Yeeeeeeaaah, I used to do that... After about a month I quit (the game all together that is. It burnt me out having to report to a group of people every day to give availability.) Only started playing again a few months later in a different guild... Elitists are funny people though  Too easy to troll as well. 

"Hey, do I stack spell power or spirit with my hunter??"


----------



## alilhayden (Mar 6, 2011)

as long as they enjoy it who cares


----------



## HydroGoat (Mar 6, 2011)

dylan-rocks said:


> Lol computer sucks, ps3 for the win


 
It's personal preference mate, I don't particularly like playing on consoles but I don't go around bashing them either.

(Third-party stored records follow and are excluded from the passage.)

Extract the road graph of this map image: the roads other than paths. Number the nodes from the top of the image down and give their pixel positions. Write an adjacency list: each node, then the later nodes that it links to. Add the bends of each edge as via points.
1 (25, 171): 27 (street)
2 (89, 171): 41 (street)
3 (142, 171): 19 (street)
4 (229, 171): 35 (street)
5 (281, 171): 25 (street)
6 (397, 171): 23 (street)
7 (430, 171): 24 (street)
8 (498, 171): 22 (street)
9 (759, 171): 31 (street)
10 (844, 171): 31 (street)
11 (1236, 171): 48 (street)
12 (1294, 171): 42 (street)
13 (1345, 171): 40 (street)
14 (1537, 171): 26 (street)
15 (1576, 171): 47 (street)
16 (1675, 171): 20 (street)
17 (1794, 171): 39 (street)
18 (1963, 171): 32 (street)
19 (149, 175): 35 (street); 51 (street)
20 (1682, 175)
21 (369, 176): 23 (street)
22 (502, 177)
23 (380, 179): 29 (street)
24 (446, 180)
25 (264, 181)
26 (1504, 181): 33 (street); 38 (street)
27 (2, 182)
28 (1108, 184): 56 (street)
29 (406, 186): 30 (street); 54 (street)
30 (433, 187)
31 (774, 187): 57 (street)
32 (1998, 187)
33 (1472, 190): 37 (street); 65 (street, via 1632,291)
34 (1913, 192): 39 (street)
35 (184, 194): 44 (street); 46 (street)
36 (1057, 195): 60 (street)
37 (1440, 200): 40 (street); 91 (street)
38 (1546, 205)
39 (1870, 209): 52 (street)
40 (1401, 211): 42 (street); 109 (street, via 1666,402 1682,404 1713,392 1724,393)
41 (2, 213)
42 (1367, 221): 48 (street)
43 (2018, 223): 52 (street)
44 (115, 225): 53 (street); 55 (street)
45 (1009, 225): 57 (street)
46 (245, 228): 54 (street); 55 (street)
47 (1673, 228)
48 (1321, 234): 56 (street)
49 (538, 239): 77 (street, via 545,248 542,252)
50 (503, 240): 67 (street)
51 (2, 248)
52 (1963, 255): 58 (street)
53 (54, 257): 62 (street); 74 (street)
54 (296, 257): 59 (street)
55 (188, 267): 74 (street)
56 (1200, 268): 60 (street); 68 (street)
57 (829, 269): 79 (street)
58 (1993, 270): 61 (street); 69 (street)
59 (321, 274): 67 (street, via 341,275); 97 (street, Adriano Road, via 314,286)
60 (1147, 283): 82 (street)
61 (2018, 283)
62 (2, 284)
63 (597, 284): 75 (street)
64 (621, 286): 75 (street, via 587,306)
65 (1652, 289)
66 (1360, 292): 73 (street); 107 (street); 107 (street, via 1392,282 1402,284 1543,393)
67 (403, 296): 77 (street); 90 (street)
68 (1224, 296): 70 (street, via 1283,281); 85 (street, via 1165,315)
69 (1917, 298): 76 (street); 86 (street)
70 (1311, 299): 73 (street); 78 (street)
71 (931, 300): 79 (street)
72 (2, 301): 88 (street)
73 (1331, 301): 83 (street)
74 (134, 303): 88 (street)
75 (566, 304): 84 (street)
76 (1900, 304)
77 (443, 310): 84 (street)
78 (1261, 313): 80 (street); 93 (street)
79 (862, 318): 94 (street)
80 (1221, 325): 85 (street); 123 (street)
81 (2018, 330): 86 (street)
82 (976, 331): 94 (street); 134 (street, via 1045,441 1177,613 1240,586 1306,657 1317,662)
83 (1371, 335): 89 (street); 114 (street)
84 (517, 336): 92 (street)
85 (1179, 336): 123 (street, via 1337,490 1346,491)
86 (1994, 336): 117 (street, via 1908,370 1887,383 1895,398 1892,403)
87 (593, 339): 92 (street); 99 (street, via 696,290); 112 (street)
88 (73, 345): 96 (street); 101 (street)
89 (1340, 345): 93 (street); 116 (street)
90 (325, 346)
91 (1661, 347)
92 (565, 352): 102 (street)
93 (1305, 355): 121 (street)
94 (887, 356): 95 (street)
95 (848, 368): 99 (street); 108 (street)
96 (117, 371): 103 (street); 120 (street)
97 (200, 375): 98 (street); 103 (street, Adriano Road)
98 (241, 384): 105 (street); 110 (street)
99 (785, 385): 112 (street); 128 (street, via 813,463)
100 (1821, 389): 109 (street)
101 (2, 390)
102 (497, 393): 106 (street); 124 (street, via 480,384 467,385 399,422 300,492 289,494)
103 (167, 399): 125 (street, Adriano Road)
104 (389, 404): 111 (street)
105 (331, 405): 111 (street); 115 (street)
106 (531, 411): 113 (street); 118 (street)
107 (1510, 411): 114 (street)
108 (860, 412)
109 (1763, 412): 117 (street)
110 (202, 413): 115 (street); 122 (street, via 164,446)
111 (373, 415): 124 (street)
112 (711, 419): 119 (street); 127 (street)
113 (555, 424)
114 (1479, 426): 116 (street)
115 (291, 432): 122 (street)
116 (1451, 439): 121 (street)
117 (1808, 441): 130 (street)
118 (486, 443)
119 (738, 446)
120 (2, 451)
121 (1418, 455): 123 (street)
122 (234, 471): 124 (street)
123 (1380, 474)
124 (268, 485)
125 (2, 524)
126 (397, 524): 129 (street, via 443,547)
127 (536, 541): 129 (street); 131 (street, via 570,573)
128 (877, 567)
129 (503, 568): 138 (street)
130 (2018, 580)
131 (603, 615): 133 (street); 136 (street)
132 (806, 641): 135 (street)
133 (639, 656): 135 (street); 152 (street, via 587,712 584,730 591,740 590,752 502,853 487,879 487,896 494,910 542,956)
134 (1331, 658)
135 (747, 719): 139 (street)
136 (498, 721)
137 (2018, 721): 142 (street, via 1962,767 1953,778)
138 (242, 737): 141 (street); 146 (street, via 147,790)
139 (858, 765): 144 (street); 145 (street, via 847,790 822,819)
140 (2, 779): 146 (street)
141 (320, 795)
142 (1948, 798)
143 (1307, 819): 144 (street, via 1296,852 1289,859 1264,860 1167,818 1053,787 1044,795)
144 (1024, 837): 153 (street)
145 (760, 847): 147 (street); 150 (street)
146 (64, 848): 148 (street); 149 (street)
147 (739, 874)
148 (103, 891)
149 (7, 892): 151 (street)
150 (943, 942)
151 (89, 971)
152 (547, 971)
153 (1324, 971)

To each their own  I love knowing that I've built and overclocked my gaming machine, not just gone out and bought it

On that note I got a new heatsink yesterday  Dropped my load temps by 15C at stock clocks, and I've got it 5C lower than it was at stock, with an 800MHz OC


----------



## euphorion (Mar 6, 2011)

Crystal..Discus said:


> Yeeeeeeaaah, I used to do that... After about a month I quit (the game all together that is. It burnt me out having to report to a group of people every day to give availability.) Only started playing again a few months later in a different guild... Elitists are funny people though  Too easy to troll as well.
> 
> "Hey, do I stack spell power or spirit with my hunter??"



Haha, agreed!


----------



## Wookie (Mar 6, 2011)

Lol


----------



## Khagan (Mar 6, 2011)

Crystal..Discus said:


> Too easy to troll as well.
> 
> "Hey, do I stack spell power or spirit with my hunter??"


 
My personal favourite is "LFM [For The Alliance/Horde] mount reserved, we have more raid members than Metroid has guns on his arm.". It's great because they get all mad and try correct all 3 of the mistakes.


----------



## KaotikJezta (Mar 6, 2011)

I used to play WOW, and Archlord and Stormreach but I am a bit of a snob when it comes to online games. I don't want to talk to anyone or join partys and guilds. In real life I am the opposite. I prefer to play games offline and with the exception of sport games, I'll give anything a go. Faves are probably F.E.A.R. one series, Oblivian and Call of Cthuhlu.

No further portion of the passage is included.